Si les monuments mésopotamiens en briques étaient périssables, en revanche, leurs écrits ont mieux traversé les siècles que les fragiles papyrus égyptiens. Des dizaines de milliers de tablettes d’argile recouvertes d’écriture cunéiforme ont été retrouvées sur les sites de fouilles. Elles nous permettent d’approcher non seulement l’histoire des grands rois mais aussi la vie et les préoccupations des gens ordinaires vivant en Mésopotamie.
Débuts de l’écriture, de la littérature et des sciences
C’est en Mésopotamie que naissent l’écriture et la première épopée (Gilgamesh), que sont conçus des instruments scientifiques tel le calcul sexagésimal que nous utilisons toujours pour diviser le cercle en 360° ou l’heure en 60 minutes. On y expérimente aussi les titres de propriété, les reconnaissances de dette, les contrats de travail, les remises d’impôt. C’est là aussi qu’est fondé le premier grand empire de l’histoire rassemblant des populations de langues diverses : au Ier millénaire, les Assyriens ont dominé un espace allant de l’Égypte aux frontières des actuels mondes turc, iranien et de la péninsule arabique.
Le livre est magnifique. Magnifique par ses illustrations aux légendes très détaillées, ses nombreuses cartes et ses plans, ses reconstitutions virtuelles de cités disparues, son souci d’explication très pédagogique. On nous montre, par exemple, comment les assyriologues déchiffrent les cunéiformes. Cette somme souligne aussi combien les historiens sont tributaires des préoccupations de leur époque.
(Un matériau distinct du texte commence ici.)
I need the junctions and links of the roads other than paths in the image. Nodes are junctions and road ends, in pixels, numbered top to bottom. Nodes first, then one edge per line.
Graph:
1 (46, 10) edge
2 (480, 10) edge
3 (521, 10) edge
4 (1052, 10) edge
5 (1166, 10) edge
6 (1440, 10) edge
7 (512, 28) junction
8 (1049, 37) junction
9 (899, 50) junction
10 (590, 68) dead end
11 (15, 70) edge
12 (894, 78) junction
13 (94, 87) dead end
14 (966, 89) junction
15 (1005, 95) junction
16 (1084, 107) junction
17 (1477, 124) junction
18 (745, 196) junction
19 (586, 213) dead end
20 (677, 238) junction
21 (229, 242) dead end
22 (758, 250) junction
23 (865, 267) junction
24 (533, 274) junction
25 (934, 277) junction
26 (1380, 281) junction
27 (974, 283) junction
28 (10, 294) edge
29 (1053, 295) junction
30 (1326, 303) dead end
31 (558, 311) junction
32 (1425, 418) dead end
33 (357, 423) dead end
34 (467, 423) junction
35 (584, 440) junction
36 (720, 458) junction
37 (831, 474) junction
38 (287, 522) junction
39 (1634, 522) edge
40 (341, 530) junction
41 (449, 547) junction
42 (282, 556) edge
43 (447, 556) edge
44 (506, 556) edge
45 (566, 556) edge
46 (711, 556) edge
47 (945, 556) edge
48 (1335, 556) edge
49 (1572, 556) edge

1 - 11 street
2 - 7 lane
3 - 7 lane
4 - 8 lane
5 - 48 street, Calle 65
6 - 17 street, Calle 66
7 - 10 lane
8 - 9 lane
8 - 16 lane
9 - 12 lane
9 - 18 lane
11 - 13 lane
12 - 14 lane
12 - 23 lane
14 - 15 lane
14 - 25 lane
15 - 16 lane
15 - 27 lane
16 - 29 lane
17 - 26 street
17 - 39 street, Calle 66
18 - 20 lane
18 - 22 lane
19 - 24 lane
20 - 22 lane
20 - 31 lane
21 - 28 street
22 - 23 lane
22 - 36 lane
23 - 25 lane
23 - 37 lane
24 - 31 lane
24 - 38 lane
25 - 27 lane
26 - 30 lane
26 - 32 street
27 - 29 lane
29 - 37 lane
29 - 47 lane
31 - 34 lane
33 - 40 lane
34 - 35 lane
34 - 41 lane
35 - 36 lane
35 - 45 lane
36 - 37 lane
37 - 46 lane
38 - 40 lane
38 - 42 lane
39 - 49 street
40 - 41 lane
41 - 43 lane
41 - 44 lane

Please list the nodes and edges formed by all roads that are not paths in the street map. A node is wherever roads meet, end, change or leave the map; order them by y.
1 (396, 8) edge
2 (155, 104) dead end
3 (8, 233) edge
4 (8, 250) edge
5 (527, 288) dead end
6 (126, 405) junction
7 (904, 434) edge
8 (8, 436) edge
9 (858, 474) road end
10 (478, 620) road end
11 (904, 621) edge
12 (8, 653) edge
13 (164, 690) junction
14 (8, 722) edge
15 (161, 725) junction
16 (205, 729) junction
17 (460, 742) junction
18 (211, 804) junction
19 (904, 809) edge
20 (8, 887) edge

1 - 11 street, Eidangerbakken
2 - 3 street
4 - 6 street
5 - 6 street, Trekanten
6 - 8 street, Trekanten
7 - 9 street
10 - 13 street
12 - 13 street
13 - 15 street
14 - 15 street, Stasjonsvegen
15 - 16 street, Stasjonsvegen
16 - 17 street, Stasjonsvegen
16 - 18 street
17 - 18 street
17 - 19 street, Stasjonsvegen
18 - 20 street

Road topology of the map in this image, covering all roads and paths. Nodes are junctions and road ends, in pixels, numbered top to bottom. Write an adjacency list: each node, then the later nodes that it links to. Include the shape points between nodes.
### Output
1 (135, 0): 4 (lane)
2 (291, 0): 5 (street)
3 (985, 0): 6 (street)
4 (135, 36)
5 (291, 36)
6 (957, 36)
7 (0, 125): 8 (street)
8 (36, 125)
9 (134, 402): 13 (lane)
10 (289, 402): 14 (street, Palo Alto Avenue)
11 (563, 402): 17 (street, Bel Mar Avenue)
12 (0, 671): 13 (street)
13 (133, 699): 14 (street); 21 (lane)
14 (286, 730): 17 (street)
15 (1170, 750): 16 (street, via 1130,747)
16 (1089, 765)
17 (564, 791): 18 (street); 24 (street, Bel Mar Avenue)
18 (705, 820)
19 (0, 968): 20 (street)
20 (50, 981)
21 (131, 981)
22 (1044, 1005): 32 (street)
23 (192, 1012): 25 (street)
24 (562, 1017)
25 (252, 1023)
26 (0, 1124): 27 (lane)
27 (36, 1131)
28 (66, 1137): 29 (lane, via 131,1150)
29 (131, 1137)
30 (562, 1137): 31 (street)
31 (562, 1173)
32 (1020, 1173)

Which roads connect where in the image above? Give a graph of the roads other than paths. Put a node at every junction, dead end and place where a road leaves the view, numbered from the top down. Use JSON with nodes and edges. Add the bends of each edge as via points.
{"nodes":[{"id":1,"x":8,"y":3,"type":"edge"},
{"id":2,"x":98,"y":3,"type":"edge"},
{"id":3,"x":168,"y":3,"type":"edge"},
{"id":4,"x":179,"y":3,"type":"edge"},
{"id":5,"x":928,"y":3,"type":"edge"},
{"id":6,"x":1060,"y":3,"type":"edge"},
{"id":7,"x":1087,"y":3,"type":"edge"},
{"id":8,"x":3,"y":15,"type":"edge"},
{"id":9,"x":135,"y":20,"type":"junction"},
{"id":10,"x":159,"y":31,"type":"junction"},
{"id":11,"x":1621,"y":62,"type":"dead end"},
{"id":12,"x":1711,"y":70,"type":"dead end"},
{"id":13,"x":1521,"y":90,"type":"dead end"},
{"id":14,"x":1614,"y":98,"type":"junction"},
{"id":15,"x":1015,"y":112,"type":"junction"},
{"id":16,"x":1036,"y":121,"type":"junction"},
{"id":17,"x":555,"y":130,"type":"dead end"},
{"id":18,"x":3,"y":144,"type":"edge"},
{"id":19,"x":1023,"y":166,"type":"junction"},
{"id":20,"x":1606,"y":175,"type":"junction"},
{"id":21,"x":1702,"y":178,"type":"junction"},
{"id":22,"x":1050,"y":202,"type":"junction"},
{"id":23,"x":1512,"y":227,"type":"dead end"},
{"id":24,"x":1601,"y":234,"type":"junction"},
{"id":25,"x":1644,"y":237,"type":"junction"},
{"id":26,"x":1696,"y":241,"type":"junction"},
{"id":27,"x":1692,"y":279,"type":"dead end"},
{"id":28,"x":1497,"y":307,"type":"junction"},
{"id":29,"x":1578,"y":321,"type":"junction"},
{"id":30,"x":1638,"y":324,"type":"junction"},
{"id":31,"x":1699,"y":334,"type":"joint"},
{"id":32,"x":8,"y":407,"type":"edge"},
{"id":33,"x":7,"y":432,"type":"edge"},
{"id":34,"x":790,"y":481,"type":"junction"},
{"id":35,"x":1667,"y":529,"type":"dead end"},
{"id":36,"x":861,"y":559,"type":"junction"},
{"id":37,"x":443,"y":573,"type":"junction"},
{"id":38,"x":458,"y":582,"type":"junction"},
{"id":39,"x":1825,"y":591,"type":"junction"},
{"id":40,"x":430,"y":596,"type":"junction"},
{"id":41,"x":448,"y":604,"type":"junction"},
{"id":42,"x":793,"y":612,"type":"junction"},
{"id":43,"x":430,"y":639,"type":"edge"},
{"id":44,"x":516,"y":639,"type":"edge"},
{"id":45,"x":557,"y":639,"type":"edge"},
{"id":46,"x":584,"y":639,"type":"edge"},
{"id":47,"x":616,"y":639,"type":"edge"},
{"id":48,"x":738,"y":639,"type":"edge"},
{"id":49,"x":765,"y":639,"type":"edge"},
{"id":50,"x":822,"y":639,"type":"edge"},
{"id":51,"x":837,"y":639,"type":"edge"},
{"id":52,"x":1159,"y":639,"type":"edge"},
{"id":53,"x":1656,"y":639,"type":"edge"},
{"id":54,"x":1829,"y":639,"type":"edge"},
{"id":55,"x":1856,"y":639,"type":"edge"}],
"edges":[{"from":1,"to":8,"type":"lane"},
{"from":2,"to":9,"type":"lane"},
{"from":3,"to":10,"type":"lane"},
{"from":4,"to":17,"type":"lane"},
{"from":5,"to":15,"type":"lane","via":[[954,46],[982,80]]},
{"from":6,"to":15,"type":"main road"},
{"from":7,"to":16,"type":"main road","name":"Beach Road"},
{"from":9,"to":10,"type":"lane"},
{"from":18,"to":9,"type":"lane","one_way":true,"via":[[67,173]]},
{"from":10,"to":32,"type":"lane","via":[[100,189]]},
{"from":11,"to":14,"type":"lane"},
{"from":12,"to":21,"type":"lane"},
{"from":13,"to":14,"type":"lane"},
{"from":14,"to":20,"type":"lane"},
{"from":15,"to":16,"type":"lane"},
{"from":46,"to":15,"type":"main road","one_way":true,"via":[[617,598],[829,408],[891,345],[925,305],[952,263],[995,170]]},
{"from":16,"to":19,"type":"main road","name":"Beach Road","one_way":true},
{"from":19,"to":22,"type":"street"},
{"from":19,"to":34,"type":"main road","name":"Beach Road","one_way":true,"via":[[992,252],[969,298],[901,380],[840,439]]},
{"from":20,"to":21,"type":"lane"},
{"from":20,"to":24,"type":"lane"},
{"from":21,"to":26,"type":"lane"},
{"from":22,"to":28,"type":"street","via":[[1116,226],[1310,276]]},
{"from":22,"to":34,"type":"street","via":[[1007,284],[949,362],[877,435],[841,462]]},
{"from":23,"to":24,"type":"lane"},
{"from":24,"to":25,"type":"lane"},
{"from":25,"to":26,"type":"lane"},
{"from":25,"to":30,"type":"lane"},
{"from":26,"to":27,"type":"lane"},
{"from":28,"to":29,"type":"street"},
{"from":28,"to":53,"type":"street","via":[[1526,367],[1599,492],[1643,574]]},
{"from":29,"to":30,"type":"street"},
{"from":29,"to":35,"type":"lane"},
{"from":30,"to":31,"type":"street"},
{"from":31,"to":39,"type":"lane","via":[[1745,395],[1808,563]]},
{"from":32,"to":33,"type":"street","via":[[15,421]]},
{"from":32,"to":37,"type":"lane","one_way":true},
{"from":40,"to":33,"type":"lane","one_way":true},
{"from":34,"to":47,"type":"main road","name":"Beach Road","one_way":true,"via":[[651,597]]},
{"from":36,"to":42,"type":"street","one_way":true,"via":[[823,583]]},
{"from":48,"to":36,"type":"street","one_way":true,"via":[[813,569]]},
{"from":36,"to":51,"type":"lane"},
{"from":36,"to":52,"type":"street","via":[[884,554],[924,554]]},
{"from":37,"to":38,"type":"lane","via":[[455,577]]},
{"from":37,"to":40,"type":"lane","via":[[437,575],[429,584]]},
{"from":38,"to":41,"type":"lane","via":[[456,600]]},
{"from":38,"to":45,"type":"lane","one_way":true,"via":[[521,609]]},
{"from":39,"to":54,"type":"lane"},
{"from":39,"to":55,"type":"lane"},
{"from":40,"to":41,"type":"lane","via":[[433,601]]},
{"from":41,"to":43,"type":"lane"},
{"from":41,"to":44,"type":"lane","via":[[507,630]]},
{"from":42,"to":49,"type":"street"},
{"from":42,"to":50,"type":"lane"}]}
Autrefois on expliquait les crises par de brutales invasions de barbares submergeant tout sur leur passage. Aujourd’hui, l’accent est mis sur les « changements climatiques » provoquant le déclin de telle ou telle région.
Les pages sur l’économie ne manquent pas d’intérêt. Les diverses thèses en présence sont présentées avec beaucoup de nuances. L’économie palatiale, dominée par les palais et les temples, ne constitue qu’un aspect de ces temps anciens. Le marché existe déjà, même sous une forme limitée, et contribue ainsi à la formation des prix.
Le passé encore présent de la Mésopotamie
Il est frappant également de constater la persistance au fil des temps de constances dans cette partie du monde. Ainsi l’opposition entre le nord et le sud de l’Irak qu’illustre la dichotomie Assyrie/Babylonie. De même les conflits récurrents entre l’aire mésopotamienne et d’une part le monde iranien (les Élamites puis les Mèdes et les Perses) et d’autre part le monde anatolien (Hittites puis Urartu). Les conflits récents du Moyen-Orient ne seraient ainsi que des épisodes d’une très longue histoire.
Ce livre sur la Mésopotamie fait donc à la fois rêver et réfléchir sur une civilisation qui nous a laissé tant de mythes via notamment la Bible telle la tour de Babel et le déluge. Mais aussi tant de figures étranges et déformées par la légende : Nabuchodonosor, Sémiramis, Sardanapale. Non, cela ne se lit pas comme un roman mais si vous acceptez de vous immerger dans ce gros volume vous ne le regretterez pas.
Bertrand Lafont, Aline Tenu, Francis Joannès et Philippe Clancier, La Mésopotamie – De Gilgamesh à Artaban (3000-120 av. J.C.), Belin 2017, 1040 p.
Et où vais-je mettre ce gros livre dans ma bibliothèque qui croule de partout ? Merci.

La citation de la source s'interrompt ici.